Recorded data:
──────────────────────────────

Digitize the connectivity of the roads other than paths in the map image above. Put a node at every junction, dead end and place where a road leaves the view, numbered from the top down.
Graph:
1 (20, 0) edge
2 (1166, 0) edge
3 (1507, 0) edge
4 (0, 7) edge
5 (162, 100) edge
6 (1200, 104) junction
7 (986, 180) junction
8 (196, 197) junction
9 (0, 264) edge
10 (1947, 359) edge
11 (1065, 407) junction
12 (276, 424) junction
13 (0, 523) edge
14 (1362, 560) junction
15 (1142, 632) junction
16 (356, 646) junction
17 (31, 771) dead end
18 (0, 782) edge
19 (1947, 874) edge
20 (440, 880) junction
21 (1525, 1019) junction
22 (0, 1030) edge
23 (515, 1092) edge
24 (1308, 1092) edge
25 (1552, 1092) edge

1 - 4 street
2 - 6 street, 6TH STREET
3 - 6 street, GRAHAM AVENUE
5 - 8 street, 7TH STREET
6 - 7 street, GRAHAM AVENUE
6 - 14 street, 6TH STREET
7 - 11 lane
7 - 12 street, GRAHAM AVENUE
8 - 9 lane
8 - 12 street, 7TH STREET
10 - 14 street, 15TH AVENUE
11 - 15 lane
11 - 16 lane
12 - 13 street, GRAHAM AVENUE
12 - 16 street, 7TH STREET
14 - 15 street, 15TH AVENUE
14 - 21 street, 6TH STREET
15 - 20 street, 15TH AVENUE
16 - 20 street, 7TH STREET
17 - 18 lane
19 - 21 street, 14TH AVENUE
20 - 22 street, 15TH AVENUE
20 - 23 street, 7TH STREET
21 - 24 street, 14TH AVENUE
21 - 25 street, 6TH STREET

──────────────────────────────

[Exercise requirements]
Read each line of the data and count the ones that include "junction", answering with the number alone.

[Result for this task]
11